** PROBLEM TO SOLVE **
From the entries, copy out every line in which the word "SOURZY" is found.

** WORKING DATA **
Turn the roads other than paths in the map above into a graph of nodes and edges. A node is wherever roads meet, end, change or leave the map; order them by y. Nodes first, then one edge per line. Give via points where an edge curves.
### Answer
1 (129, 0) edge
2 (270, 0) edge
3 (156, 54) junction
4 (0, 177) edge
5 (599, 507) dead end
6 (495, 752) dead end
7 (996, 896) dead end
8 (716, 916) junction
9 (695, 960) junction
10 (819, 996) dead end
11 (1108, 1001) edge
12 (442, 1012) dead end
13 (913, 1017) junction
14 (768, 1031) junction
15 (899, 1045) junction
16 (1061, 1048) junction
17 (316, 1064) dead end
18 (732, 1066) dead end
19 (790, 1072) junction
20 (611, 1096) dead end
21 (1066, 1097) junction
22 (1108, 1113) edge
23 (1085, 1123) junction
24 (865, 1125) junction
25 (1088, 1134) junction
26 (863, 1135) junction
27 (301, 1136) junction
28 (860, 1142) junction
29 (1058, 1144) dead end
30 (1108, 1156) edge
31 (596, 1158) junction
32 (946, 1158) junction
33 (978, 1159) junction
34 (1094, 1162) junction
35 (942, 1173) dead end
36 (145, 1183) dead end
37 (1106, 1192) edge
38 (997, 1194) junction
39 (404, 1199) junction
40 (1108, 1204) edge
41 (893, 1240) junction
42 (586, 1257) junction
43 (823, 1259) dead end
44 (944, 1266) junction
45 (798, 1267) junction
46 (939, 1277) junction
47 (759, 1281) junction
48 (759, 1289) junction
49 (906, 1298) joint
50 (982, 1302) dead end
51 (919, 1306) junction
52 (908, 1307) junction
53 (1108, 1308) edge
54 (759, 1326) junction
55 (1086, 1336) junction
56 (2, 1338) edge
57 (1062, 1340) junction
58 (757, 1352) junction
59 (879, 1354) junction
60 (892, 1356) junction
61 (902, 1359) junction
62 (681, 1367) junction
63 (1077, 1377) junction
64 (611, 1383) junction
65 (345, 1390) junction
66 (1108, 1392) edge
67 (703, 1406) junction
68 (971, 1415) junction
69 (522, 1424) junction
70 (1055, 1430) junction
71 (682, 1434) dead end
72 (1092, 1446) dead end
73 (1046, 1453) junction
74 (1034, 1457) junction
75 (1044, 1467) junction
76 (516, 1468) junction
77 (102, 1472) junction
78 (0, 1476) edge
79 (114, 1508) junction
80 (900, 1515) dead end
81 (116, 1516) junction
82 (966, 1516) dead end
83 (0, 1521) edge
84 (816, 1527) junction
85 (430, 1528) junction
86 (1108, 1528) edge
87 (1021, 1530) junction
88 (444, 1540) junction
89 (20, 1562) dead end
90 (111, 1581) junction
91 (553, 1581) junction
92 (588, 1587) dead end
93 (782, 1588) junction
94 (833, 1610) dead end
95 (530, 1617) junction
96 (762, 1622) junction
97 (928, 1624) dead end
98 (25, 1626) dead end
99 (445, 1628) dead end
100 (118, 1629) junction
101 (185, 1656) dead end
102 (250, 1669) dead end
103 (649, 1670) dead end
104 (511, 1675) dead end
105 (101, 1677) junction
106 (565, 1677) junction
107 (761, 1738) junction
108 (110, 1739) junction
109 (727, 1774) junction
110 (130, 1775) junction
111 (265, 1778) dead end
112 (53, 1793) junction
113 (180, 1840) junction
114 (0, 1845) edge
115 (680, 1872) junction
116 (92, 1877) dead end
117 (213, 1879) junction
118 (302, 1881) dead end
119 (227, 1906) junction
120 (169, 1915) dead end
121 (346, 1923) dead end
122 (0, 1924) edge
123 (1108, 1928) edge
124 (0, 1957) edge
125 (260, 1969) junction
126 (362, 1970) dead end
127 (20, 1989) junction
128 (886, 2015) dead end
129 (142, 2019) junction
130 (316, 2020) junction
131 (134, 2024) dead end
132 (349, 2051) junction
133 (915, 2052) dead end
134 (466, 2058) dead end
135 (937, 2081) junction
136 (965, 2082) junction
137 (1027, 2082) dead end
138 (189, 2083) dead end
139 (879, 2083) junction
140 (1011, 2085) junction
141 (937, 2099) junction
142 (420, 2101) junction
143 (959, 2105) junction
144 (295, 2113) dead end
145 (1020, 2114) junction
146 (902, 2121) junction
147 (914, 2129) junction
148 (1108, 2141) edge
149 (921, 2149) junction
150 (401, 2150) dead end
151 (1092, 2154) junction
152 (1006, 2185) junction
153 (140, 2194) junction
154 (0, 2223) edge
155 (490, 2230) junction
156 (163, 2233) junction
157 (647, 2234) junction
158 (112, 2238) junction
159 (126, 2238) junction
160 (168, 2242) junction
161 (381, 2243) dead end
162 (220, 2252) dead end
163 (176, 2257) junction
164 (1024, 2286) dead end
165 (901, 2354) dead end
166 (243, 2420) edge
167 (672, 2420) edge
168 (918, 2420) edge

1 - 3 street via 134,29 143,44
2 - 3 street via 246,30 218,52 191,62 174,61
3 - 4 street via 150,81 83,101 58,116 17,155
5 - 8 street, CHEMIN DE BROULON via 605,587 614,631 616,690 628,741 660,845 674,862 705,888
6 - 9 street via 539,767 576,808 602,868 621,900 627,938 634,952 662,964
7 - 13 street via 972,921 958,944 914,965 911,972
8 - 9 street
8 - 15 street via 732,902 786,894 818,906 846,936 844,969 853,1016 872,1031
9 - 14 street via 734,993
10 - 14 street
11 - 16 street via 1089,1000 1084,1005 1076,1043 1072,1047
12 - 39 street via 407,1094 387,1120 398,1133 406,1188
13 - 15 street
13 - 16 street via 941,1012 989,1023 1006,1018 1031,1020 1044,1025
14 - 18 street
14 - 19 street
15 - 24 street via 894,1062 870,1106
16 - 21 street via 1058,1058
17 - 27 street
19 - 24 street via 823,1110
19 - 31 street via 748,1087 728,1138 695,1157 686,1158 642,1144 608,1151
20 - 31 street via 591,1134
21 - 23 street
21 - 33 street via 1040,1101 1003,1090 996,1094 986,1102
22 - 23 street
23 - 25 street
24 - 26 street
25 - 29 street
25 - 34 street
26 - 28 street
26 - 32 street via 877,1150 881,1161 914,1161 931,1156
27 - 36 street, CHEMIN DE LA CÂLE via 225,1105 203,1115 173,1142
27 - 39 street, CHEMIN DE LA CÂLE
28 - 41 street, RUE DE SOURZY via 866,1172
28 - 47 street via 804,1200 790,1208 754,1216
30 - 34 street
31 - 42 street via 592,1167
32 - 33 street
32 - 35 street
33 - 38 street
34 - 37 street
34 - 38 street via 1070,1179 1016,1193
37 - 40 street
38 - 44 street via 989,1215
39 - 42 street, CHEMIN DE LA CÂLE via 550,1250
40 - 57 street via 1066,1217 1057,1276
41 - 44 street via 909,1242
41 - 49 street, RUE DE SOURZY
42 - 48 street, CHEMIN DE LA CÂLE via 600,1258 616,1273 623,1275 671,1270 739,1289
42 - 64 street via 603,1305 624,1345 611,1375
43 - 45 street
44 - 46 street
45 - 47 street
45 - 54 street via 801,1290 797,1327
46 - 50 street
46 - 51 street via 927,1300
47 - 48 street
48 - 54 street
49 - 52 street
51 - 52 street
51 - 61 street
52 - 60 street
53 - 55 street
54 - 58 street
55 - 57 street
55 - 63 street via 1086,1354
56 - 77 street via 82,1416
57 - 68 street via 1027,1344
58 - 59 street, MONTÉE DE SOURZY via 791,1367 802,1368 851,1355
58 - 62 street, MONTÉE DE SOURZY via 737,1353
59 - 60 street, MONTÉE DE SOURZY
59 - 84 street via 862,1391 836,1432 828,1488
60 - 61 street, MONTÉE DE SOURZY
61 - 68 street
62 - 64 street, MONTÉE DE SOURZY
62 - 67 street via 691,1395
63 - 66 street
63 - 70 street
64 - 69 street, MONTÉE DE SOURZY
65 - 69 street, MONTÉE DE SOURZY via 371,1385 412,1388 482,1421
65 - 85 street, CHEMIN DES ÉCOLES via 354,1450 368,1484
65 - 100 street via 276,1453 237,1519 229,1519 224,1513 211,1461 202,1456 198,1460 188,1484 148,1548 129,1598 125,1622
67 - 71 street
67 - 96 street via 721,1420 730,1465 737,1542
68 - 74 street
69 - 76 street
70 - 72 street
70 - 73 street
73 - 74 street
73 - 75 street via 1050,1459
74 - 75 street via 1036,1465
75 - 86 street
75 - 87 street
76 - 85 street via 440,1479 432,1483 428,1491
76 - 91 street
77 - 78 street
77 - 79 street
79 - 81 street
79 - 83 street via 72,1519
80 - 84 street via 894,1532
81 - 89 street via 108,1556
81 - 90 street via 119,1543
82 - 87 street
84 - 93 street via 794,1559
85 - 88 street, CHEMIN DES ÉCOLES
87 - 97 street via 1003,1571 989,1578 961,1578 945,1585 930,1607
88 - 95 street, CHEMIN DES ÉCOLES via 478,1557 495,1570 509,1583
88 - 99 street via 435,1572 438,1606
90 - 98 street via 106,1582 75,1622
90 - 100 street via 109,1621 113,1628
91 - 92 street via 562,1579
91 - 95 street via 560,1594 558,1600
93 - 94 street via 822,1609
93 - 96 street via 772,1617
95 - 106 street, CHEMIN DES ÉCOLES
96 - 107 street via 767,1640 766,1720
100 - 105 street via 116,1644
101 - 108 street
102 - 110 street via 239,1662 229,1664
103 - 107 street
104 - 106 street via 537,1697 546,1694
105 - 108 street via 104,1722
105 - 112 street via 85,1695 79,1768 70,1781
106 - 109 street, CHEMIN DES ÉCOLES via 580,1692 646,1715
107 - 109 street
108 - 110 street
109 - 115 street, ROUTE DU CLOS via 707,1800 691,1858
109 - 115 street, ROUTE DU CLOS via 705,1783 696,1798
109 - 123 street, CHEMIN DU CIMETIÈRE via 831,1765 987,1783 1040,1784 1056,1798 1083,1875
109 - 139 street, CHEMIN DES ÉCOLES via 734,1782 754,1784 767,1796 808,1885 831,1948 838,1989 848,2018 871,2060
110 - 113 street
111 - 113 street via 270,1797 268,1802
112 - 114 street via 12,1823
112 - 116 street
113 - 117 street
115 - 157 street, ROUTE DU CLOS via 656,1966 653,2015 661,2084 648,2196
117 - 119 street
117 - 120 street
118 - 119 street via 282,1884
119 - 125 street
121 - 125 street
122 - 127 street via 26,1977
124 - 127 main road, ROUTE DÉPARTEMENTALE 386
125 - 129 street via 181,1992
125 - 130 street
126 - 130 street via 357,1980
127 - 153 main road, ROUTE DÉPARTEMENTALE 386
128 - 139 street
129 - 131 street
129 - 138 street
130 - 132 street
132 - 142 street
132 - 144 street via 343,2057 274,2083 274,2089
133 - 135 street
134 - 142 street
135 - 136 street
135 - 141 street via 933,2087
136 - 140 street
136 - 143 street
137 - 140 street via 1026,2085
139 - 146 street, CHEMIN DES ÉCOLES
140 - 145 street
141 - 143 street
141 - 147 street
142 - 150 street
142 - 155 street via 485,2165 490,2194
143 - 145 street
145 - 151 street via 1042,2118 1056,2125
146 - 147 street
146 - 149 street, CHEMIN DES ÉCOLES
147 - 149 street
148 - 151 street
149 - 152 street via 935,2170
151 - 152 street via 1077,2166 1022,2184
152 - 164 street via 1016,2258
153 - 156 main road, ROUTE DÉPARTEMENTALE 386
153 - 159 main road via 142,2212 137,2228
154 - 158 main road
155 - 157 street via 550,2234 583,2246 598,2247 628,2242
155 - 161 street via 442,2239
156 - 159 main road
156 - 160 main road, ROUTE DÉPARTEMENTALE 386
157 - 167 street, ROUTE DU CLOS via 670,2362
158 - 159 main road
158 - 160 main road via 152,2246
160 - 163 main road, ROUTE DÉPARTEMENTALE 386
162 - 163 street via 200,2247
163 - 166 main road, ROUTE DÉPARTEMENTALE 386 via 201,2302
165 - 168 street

** RESULT FOR THIS TASK **
28 - 41 street, RUE DE SOURZY via 866,1172
41 - 49 street, RUE DE SOURZY
58 - 59 street, MONTÉE DE SOURZY via 791,1367 802,1368 851,1355
58 - 62 street, MONTÉE DE SOURZY via 737,1353
59 - 60 street, MONTÉE DE SOURZY
60 - 61 street, MONTÉE DE SOURZY
62 - 64 street, MONTÉE DE SOURZY
64 - 69 street, MONTÉE DE SOURZY
65 - 69 street, MONTÉE DE SOURZY via 371,1385 412,1388 482,1421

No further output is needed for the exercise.